• _Items listed in a dataset_:
____

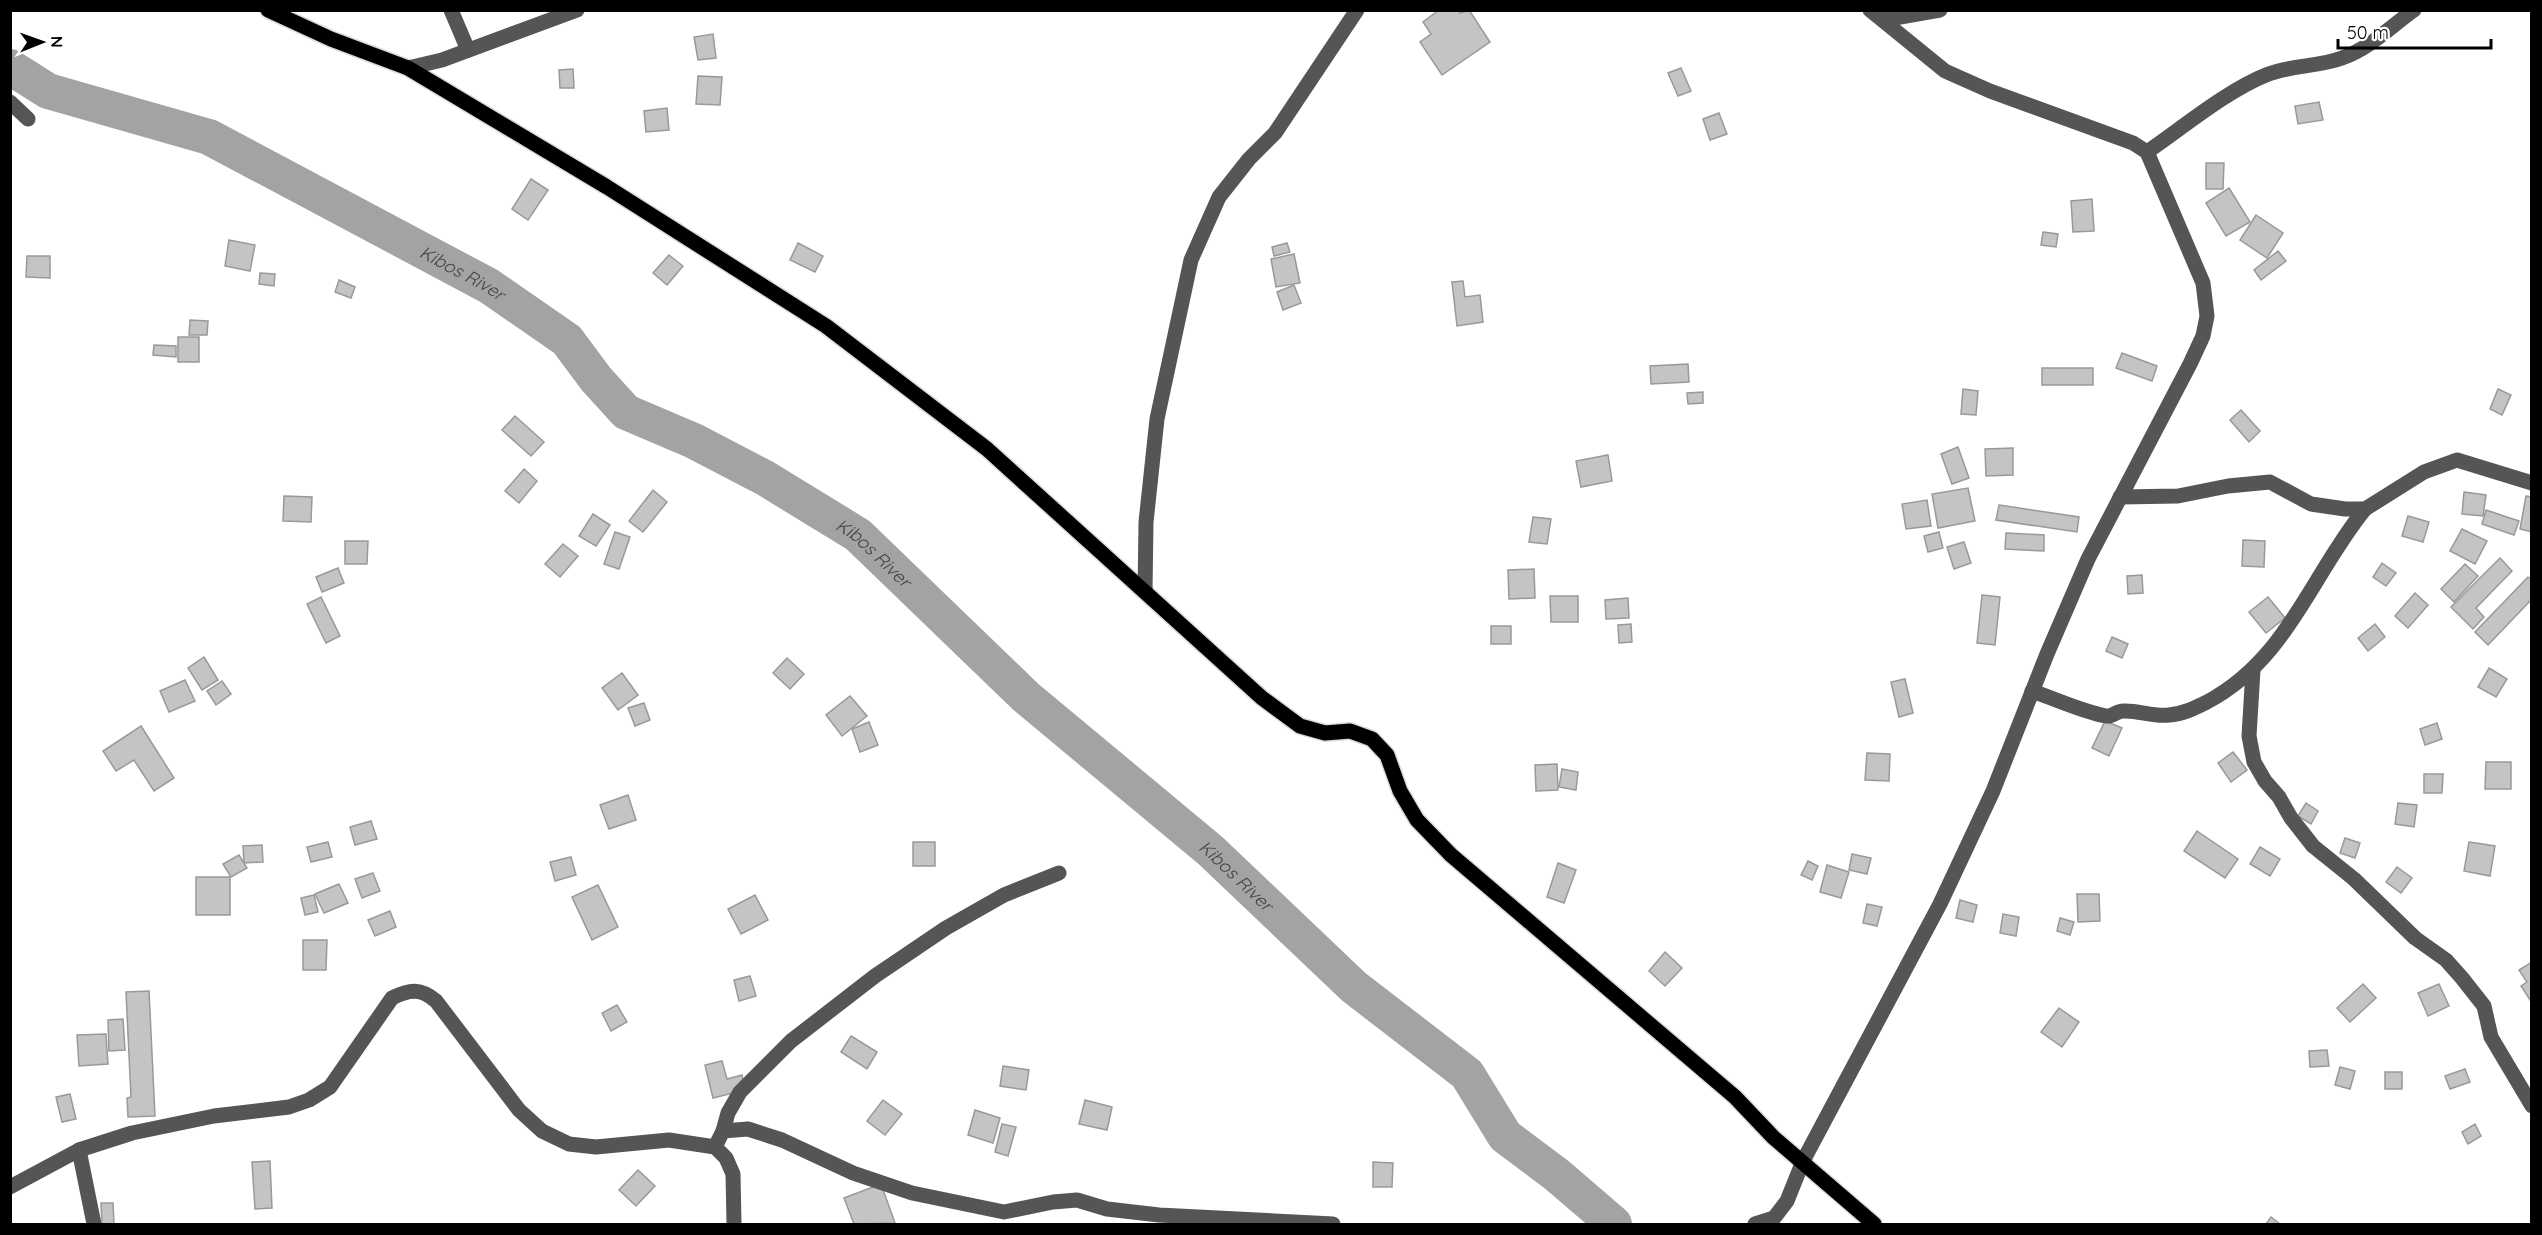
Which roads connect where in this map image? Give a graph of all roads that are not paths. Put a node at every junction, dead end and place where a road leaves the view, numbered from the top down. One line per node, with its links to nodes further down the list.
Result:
1 (268, 10): 10 (main road)
2 (451, 10): 9 (street)
3 (577, 10): 9 (street)
4 (1357, 10): 17 (street)
5 (1870, 10): 8 (street)
6 (1940, 10): 8 (street)
7 (2414, 10): 13 (street)
8 (1883, 20): 13 (street)
9 (468, 50): 10 (street)
10 (408, 68): 17 (main road)
11 (10, 102): 12 (street)
12 (28, 119)
13 (2147, 152): 15 (street)
14 (2532, 483): 16 (street)
15 (2120, 497): 16 (street); 19 (street)
16 (2365, 509): 18 (street)
17 (1145, 592): 25 (main road)
18 (2253, 670): 19 (street); 21 (street)
19 (2032, 691): 25 (street)
20 (1059, 873): 22 (street)
21 (2532, 1106)
22 (723, 1131): 23 (street); 29 (street)
23 (715, 1147): 24 (street); 28 (street)
24 (79, 1150): 26 (street); 27 (street)
25 (1803, 1161): 30 (street); 31 (main road)
26 (10, 1187)
27 (94, 1224)
28 (734, 1224)
29 (1333, 1224)
30 (1755, 1224)
31 (1874, 1224)

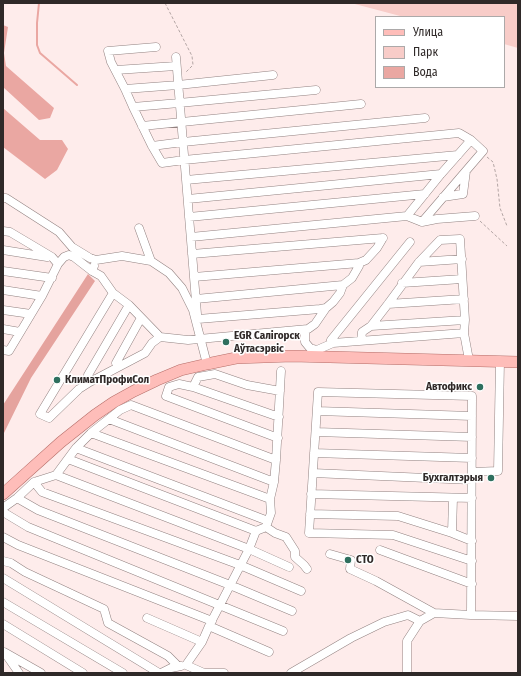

____

• _TASK GOAL_: Leaving pictures aside, write out each record above exactly as given.

• _REPLY_:
Which roads connect where in this map image? Give a graph of all roads that are not paths. Put a node at every junction, dead end and place where a road leaves the view, numbered from the top down. One line per node, with its links to nodes further down the list.
Result:
1 (268, 10): 10 (main road)
2 (451, 10): 9 (street)
3 (577, 10): 9 (street)
4 (1357, 10): 17 (street)
5 (1870, 10): 8 (street)
6 (1940, 10): 8 (street)
7 (2414, 10): 13 (street)
8 (1883, 20): 13 (street)
9 (468, 50): 10 (street)
10 (408, 68): 17 (main road)
11 (10, 102): 12 (street)
12 (28, 119)
13 (2147, 152): 15 (street)
14 (2532, 483): 16 (street)
15 (2120, 497): 16 (street); 19 (street)
16 (2365, 509): 18 (street)
17 (1145, 592): 25 (main road)
18 (2253, 670): 19 (street); 21 (street)
19 (2032, 691): 25 (street)
20 (1059, 873): 22 (street)
21 (2532, 1106)
22 (723, 1131): 23 (street); 29 (street)
23 (715, 1147): 24 (street); 28 (street)
24 (79, 1150): 26 (street); 27 (street)
25 (1803, 1161): 30 (street); 31 (main road)
26 (10, 1187)
27 (94, 1224)
28 (734, 1224)
29 (1333, 1224)
30 (1755, 1224)
31 (1874, 1224)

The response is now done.